In the implementations of the present disclosure, not only may a front-end first low-noise amplification module 40 be added simultaneously or selectively on multiple reception paths 22 based on the length of the impedance line or the trace insertion loss, but a front-end first low-noise amplification module 40 may also be set on all multiple reception paths 22, and then whether to switch to the sensitivity improvement scheme on each reception path 22 is determined based on sensitivity indicators. Herein, sensitivity indicators may refer to signal strength (Reference Signal Received Quality, RSRP).
Referring to FIG. 16, the following illustrates several working modes of the radio frequency system 100 shown in FIG. 16. Of course, the working modes of the radio frequency system 100 include but are not limited to the following working modes.

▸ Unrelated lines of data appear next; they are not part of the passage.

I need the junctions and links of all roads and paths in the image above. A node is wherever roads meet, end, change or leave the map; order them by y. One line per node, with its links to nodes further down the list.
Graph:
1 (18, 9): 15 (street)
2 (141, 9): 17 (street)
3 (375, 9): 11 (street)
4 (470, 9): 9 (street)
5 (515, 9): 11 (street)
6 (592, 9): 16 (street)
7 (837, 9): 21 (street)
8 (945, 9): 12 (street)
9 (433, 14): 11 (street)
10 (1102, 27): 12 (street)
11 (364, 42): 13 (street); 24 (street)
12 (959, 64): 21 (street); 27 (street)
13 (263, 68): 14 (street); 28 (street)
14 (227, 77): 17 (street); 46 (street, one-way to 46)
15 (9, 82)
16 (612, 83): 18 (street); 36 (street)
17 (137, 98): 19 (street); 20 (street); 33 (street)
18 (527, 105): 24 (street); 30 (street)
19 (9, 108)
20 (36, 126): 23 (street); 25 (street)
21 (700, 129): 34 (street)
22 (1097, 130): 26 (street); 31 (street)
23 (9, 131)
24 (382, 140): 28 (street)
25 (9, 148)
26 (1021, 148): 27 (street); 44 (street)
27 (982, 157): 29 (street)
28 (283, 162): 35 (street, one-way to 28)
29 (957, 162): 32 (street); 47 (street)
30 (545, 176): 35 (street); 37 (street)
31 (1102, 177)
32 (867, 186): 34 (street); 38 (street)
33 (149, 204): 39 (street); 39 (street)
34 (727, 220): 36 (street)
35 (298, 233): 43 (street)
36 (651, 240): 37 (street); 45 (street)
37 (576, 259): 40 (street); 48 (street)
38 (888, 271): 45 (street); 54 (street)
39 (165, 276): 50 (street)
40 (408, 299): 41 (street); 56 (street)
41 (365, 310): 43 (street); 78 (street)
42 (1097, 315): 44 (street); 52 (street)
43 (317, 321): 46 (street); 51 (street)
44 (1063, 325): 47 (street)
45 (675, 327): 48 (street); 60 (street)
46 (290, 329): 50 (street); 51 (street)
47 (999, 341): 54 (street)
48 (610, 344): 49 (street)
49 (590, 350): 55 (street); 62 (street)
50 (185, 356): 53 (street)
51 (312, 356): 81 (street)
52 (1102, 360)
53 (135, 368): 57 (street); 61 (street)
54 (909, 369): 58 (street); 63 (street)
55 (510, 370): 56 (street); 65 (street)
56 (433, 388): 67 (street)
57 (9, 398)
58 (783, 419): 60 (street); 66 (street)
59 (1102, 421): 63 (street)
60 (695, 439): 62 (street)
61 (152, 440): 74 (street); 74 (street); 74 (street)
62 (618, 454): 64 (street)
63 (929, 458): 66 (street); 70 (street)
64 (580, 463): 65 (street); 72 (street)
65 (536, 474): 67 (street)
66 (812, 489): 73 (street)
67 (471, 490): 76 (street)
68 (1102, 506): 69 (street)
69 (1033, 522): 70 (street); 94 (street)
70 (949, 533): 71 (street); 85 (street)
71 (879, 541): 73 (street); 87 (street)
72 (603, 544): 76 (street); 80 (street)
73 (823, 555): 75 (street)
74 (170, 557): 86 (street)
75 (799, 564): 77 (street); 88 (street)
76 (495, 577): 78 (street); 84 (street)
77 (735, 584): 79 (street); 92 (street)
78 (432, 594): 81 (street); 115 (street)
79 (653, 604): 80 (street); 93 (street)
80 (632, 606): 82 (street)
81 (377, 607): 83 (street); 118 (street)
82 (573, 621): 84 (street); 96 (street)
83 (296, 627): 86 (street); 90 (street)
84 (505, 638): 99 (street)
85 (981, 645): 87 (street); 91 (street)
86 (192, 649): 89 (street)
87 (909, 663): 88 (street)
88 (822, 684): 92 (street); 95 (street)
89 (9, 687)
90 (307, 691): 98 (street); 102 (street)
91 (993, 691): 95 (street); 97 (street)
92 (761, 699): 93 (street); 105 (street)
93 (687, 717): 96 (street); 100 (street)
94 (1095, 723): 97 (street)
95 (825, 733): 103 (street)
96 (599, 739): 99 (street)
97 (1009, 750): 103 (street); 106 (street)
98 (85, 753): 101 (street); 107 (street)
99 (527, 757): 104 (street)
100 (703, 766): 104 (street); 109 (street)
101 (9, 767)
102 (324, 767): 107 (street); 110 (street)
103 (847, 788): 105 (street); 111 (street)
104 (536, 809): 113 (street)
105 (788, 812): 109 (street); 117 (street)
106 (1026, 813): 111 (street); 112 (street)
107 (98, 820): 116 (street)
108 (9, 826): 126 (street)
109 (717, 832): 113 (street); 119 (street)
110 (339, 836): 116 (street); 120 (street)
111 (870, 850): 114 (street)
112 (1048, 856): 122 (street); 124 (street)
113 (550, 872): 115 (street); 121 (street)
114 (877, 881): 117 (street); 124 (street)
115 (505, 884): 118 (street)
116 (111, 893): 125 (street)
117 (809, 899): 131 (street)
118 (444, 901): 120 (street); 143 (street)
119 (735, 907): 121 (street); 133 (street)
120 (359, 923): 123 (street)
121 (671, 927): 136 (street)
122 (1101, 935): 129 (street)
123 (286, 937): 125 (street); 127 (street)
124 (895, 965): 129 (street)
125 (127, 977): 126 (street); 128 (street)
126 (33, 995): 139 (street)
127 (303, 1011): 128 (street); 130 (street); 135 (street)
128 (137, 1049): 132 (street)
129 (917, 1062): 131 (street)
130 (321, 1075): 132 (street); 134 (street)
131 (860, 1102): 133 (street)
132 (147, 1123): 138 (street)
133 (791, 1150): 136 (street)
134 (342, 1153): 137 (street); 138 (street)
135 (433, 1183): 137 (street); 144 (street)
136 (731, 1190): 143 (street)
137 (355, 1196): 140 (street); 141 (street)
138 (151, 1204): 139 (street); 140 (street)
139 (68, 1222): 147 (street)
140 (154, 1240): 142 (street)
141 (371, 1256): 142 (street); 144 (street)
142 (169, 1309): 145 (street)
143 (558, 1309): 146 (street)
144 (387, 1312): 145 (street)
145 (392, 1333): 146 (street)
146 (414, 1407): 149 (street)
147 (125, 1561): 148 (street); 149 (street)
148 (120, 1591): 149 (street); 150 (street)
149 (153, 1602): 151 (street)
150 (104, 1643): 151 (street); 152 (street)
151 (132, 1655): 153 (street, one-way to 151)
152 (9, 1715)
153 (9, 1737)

For paths involving FDD frequency bands (such as the PRX primary and DRX diversity paths), scenarios where TDD and FDD frequency bands work separately need to be considered. Therefore, the architecture of the first front-end switch 71, the first low-noise amplification module 40, the first bypass trace 51, and the second front-end switch 72 is adopted (or a similar low-noise amplification module with a bypass mode is adopted; when transmitting, the first low-noise amplification module 40 is short-circuited; and the path containing the first low-noise amplification module 40 is connected only when receiving; the form is not limited).
When the path only has TDD frequency bands (such as the PRX MIMO and DRX MIMO paths), the circuit architecture of the first front-end switch 71, the first low-noise amplification module 40, and the first back-end switch 81 may be adopted. The fixed terminal of the first front-end switch 71 is connected to the antenna radiator 30 to realize the connection and bypass functions for the first low-noise amplification module 40. A first bypass trace 51 may be set in parallel with the first filter 222 at the backend to achieve the architecture where the front-end first low-noise amplification module 40 is used and reception bypasses the first filter 222.
When the receiver's interference signal detector provides interference detection functionality, and when the interference signal strength is greater than the first preset strength, the reception path 22 bypasses the first low-noise amplification module 40 via the first front-end switch 71 and the first bypass trace 51 (entering the first bypass state). The backend first filter 222 enters the third working state to filter out out-of-band noise, ensuring the receiver can demodulate correctly. When the receiver detects that the interference signal strength is less than or equal to the first preset strength, the first low-noise amplification module 40 enters the first working state, and the backend second bypass trace 52 places the first filter 222 in the third bypass state.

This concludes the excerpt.